Crowd at Daley Plaza in Chicago, March 6

This past Sunday, I attended a rally for Ukraine at Chicago’s downtown Daley Plaza. I am no expert at crowd counts, but it was clear that hundreds attended, filling most of the plaza. The point was painfully obvious: People were hugely upset with the unwarranted Russian invasion of Ukraine that began two weeks ago.

It is hard not to notice such things in Chicago, particularly on the near North Side. We live about one mile from a neighborhood known as Ukrainian Village. Chicago hosts the second-largest Ukrainian population in the U.S., estimated at 54,000. Many of us know or work with Ukrainian-American friends and colleagues. One of our daughters has a long-time friend from her junior college years. She talked to her recently and reported that, while Ivanka had talked to her frightened grandmother in Ukraine, she subsequently learned that her grandmother died in a Russian attack on her apartment building.

Welcome to Hell on Earth, Putin-style. Nothing is too brutal or inhumane if his personal power is at stake. Despite this savage reputation, well-earned in places like Syria, he has his admirers in the U.S., including a recent former president who shares an inability to put morality ahead of self-interest. Trump’s willingness to sacrifice Ukraine for the mere bauble of finding supposed dirt on Joe Biden surely provided a signal to Putin that Ukraine was fair game. The infamous telephone call between Trump and Ukrainian President Volodymyr Zalenskyy, of course, led to Trump’s impeachment, followed by a highly partisan acquittal in the U.S. Senate. Both Trump and Putin have massive amounts of blood on their hands. With more than 2 million Ukrainian refugees so far flowing into Eastern Europe, this is no time to be polite in saying so.

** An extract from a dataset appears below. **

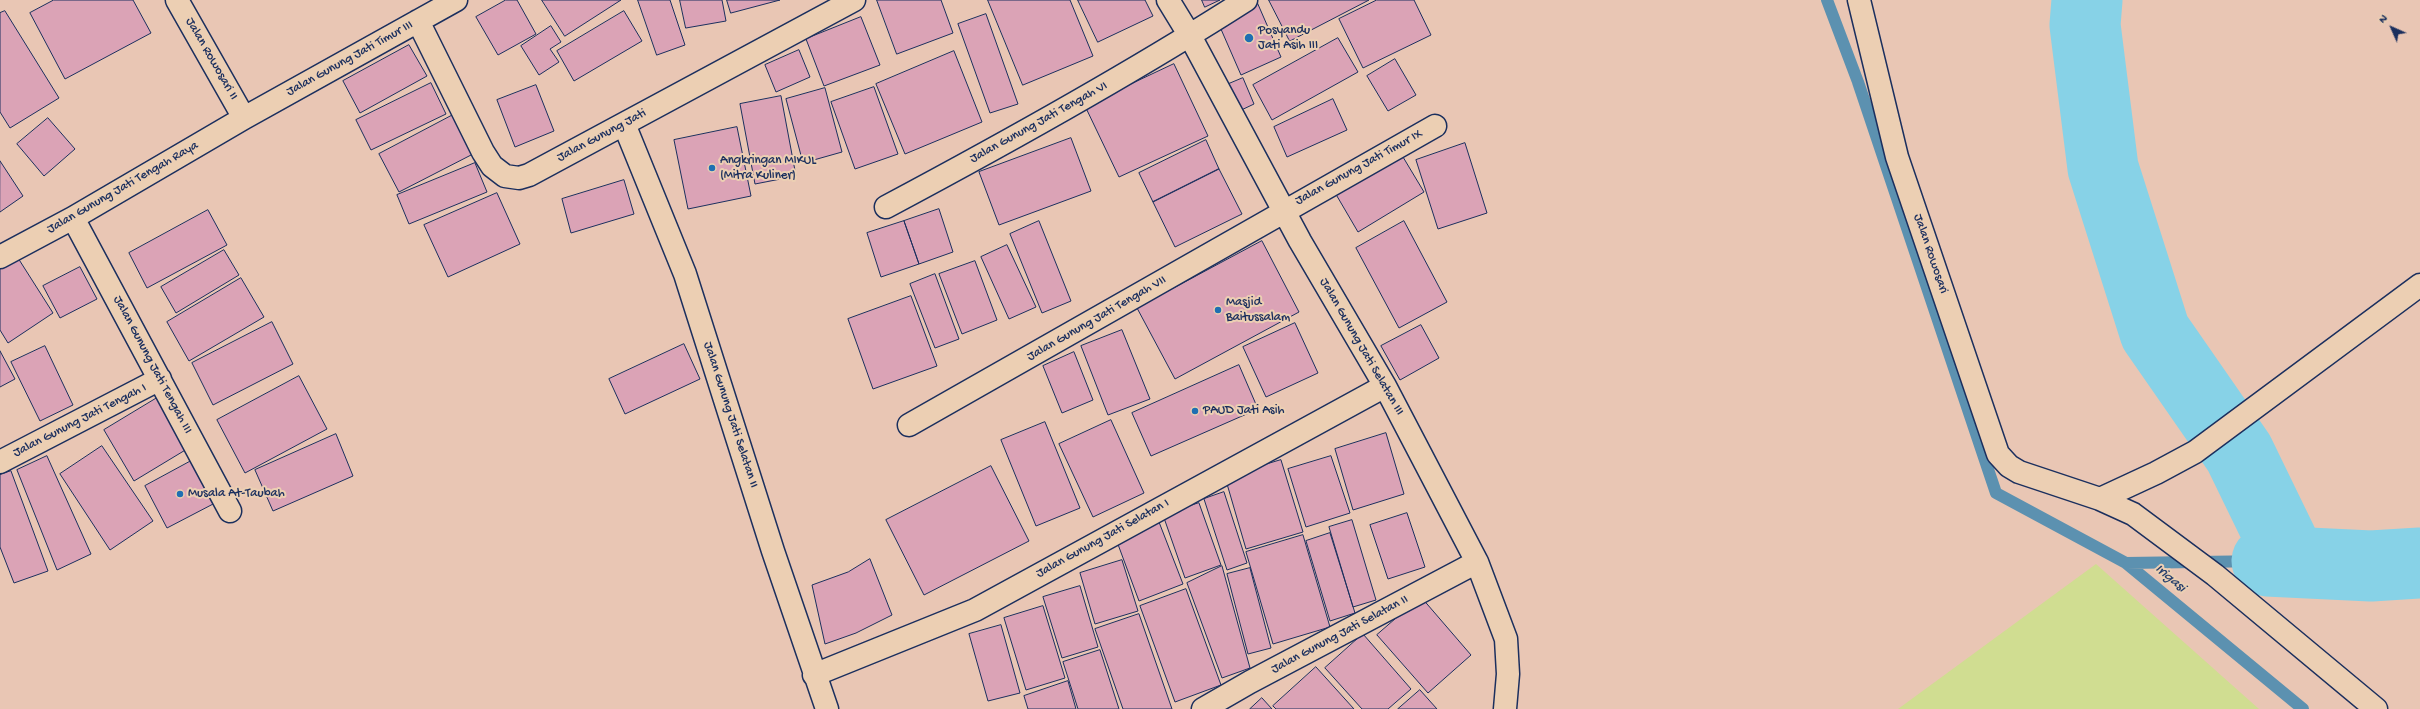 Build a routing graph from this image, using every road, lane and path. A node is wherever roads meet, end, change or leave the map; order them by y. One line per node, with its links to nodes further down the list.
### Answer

My own awareness of the crisis is heightened by having been a political science major at Cleveland State University, where I indulged in Soviet and Russian history and learned a modest dose of the Russian language in a class half full of Ukrainian-Americans. That enabled me to read some of the signs at the rally that were not in English, though most were. One caught my eye: Русскийй Военный Кораблъ: Иди Нахуй. It was the challenging anatomical assignment that a Ukrainian commander on Snake Island threw back at a Russian warship that demanded his troops’ surrender. It seemed to sum up the sentiment on the Ukrainian side of the conflict.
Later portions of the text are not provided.